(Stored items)
===
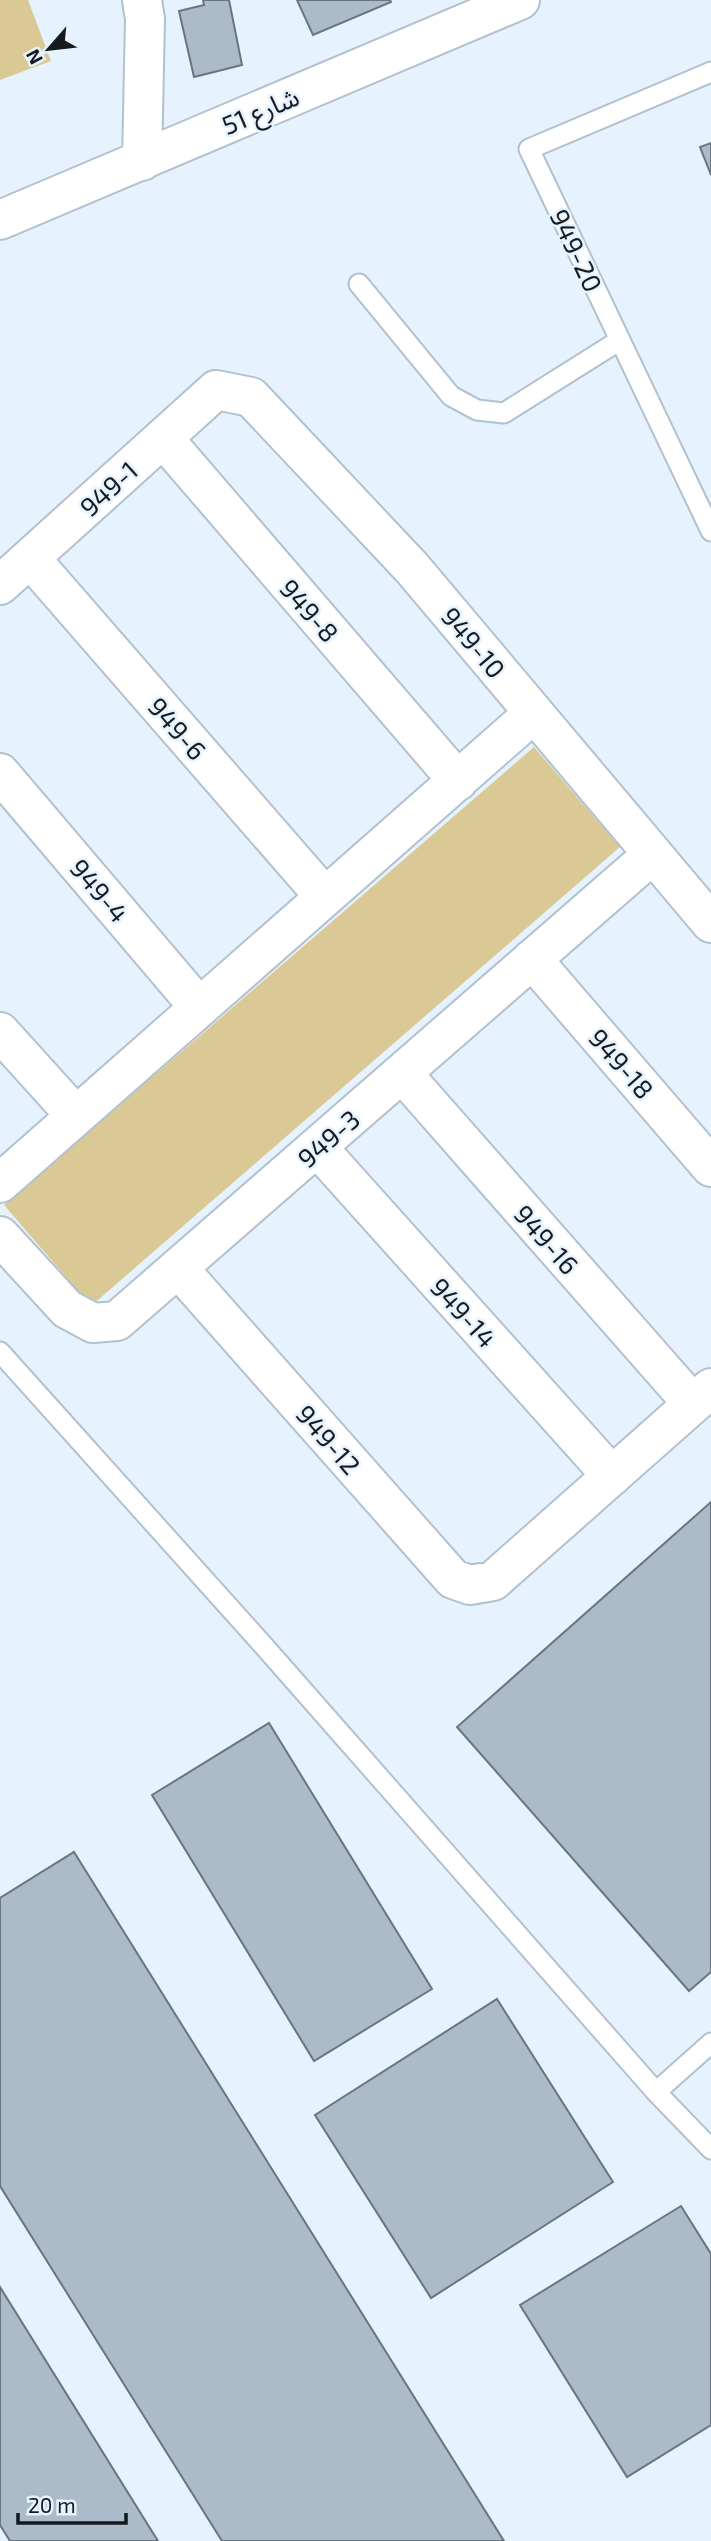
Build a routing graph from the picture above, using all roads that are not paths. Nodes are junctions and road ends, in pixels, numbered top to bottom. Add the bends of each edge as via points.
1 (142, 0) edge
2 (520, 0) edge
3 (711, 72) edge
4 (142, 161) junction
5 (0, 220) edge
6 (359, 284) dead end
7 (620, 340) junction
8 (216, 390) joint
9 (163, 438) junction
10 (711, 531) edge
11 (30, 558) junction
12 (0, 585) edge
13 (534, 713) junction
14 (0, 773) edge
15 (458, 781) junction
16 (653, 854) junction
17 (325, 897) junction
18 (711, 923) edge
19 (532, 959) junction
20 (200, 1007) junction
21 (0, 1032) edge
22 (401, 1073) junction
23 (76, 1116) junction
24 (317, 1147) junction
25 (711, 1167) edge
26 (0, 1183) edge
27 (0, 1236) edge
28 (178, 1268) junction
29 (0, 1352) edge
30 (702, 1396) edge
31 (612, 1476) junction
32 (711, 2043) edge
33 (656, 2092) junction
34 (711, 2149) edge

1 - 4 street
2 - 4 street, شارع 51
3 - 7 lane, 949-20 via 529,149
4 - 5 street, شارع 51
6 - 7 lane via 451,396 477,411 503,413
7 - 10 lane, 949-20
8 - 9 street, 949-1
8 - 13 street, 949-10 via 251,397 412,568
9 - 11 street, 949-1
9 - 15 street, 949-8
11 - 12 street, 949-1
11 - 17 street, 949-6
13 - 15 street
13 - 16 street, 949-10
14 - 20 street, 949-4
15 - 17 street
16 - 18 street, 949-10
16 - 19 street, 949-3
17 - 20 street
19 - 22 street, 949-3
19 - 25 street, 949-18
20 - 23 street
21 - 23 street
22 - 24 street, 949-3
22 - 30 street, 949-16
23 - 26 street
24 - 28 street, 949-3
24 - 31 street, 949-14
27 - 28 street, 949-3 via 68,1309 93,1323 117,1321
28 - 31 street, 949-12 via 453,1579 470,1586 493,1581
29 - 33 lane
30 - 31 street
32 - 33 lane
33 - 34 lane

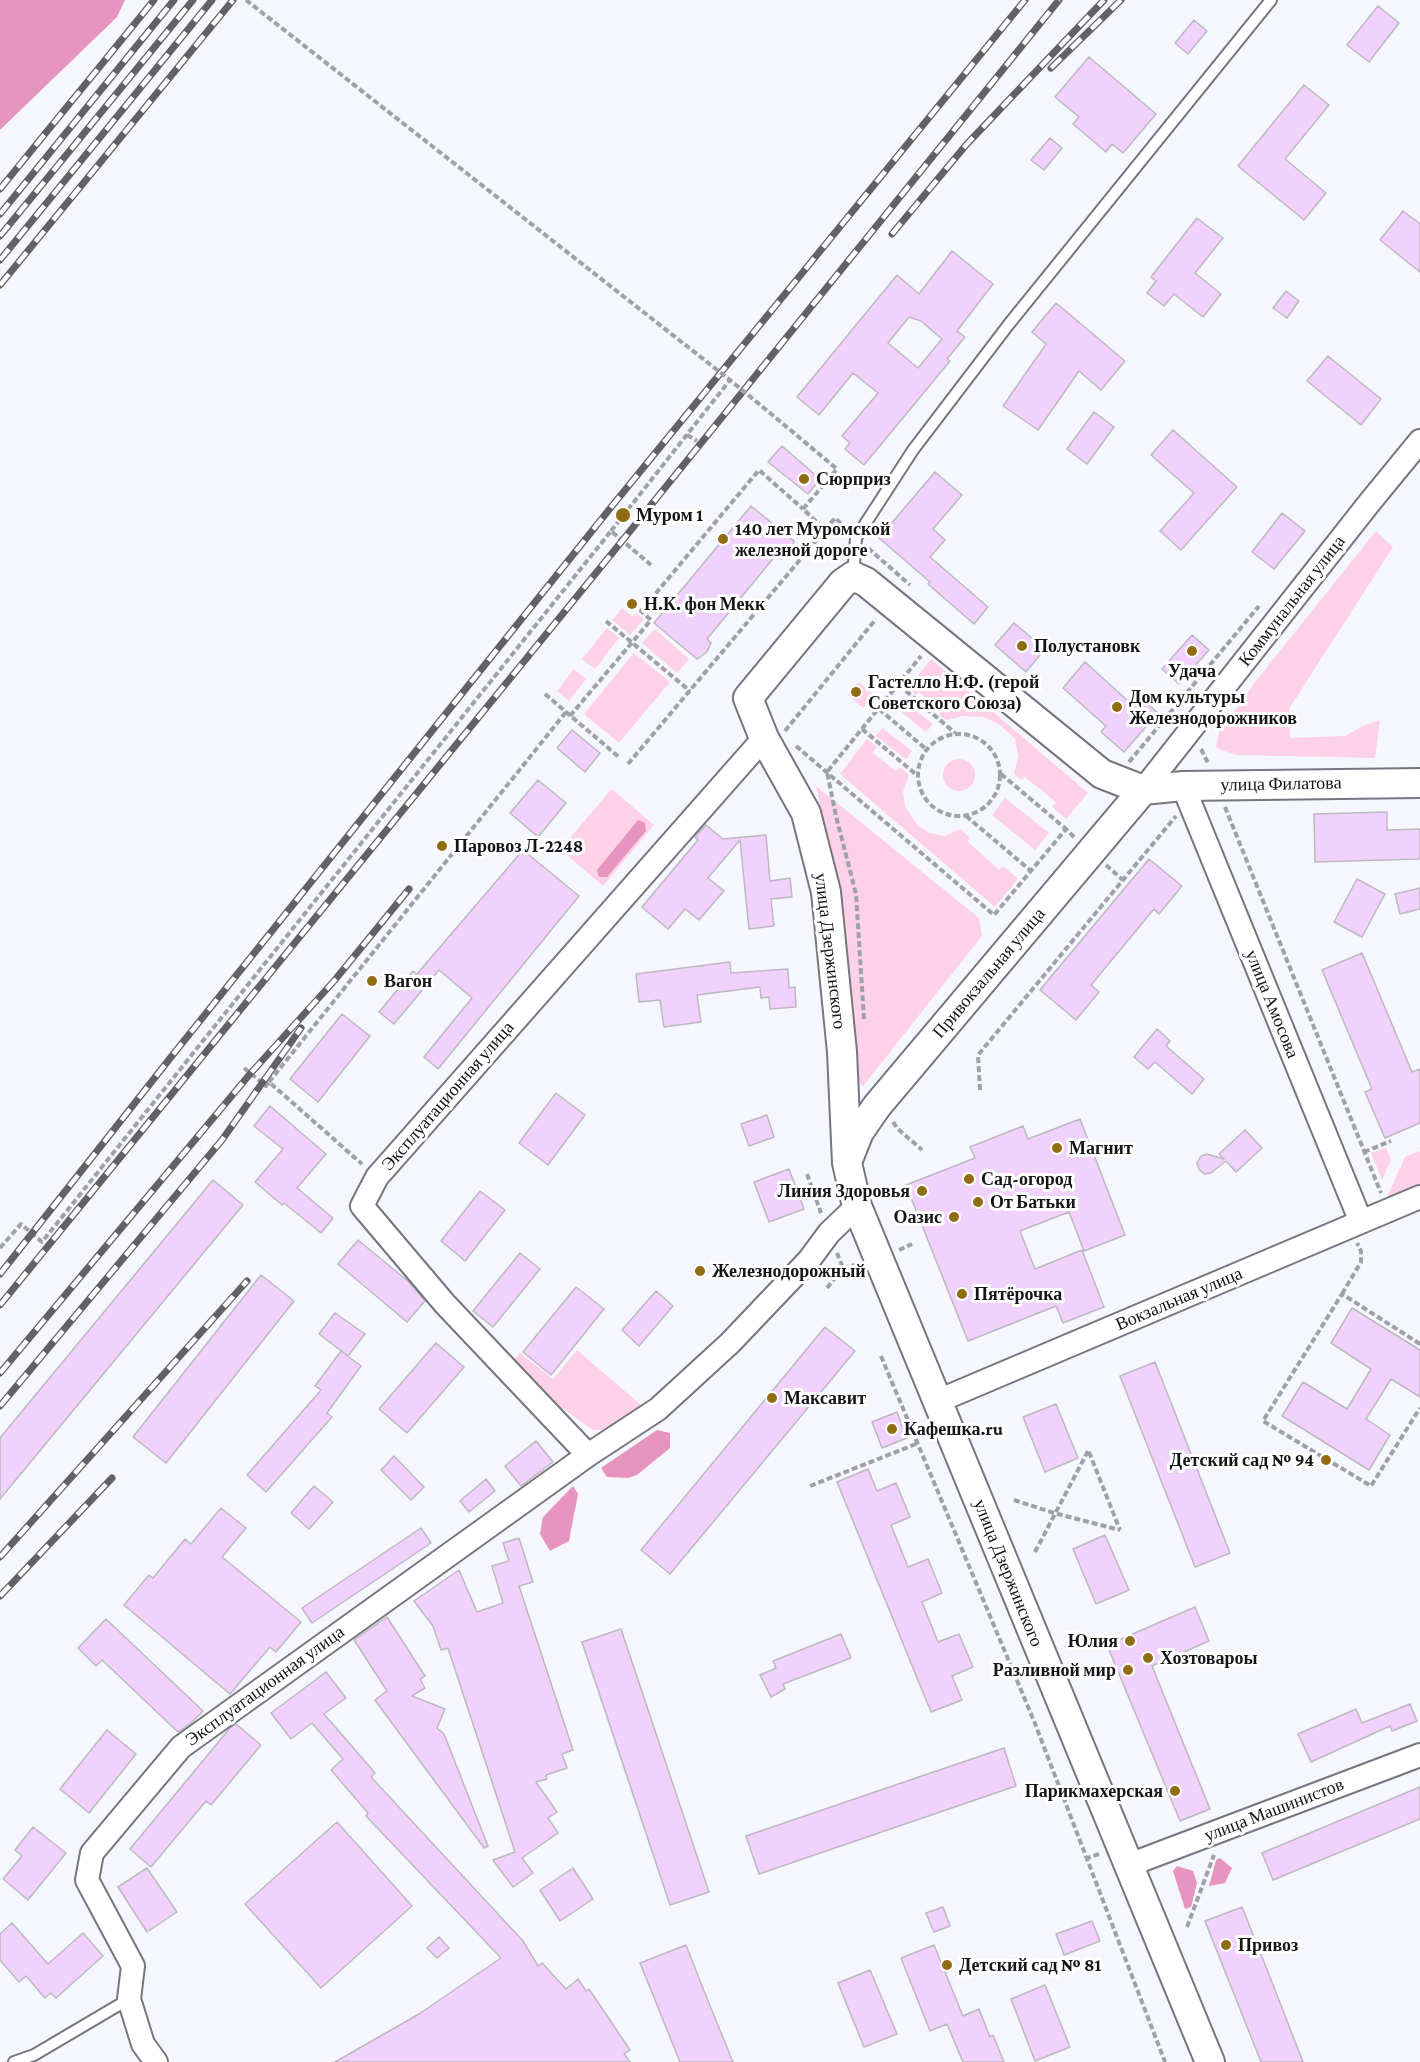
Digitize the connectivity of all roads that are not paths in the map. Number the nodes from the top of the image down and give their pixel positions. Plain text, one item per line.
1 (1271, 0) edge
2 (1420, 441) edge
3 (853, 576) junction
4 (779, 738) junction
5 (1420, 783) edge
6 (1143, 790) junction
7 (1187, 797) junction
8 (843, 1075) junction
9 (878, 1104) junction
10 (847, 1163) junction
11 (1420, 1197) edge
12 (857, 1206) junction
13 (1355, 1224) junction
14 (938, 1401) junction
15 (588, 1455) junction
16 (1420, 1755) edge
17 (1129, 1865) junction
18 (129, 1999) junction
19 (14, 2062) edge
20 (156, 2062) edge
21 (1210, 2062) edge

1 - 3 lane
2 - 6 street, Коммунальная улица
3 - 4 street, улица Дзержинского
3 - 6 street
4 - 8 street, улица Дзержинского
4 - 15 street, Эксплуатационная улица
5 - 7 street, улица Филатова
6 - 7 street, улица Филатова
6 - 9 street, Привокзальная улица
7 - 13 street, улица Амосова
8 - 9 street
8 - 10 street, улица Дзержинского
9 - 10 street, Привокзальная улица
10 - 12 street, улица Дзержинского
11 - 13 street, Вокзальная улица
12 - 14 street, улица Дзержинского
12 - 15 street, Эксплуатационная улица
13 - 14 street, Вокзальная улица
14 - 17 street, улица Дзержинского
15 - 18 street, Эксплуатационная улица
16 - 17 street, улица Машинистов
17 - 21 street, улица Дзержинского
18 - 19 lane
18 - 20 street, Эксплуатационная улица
===
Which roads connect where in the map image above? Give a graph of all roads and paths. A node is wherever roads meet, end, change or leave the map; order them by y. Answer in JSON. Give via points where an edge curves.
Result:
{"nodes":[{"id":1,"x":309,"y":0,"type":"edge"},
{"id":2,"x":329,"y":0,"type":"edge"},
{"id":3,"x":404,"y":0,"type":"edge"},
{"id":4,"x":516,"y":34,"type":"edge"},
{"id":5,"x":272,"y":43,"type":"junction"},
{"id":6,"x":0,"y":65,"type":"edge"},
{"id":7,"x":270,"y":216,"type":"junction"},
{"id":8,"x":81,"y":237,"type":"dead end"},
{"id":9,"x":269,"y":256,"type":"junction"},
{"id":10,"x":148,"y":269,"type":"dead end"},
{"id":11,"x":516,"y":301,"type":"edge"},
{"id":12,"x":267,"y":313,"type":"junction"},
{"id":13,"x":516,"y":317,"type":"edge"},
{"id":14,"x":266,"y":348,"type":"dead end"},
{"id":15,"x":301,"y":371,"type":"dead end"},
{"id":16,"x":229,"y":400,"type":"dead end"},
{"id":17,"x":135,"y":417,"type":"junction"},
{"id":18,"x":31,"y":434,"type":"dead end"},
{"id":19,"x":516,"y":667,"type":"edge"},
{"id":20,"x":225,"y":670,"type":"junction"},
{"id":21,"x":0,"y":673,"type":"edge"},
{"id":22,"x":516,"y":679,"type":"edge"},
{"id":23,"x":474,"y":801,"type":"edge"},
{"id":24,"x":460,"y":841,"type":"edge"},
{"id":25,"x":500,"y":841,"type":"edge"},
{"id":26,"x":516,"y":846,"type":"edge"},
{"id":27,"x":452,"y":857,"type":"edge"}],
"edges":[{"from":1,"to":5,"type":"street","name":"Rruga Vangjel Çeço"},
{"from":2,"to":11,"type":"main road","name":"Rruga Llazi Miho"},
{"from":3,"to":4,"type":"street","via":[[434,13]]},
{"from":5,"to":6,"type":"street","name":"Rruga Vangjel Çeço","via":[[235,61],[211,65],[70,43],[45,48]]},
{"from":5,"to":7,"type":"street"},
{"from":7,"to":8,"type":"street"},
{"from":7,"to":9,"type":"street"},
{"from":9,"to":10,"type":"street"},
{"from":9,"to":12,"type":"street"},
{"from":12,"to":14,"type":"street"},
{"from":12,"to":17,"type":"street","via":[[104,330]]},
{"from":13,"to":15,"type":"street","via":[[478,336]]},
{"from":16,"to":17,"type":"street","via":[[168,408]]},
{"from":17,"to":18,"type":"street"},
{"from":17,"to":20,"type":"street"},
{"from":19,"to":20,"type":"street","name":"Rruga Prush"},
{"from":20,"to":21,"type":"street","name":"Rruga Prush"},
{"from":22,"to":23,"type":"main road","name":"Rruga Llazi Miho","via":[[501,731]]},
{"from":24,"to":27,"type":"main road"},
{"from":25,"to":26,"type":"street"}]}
===
* _TASK TO COMPLETE_
If a line in the data contains the string "graph", copy it.

* _REPLY TO THE EXERCISE_
Build a routing graph from the picture above, using all roads that are not paths. Nodes are junctions and road ends, in pixels, numbered top to bottom. Add the bends of each edge as via points.
Which roads connect where in the map image above? Give a graph of all roads and paths. A node is wherever roads meet, end, change or leave the map; order them by y. Answer in JSON. Give via points where an edge curves.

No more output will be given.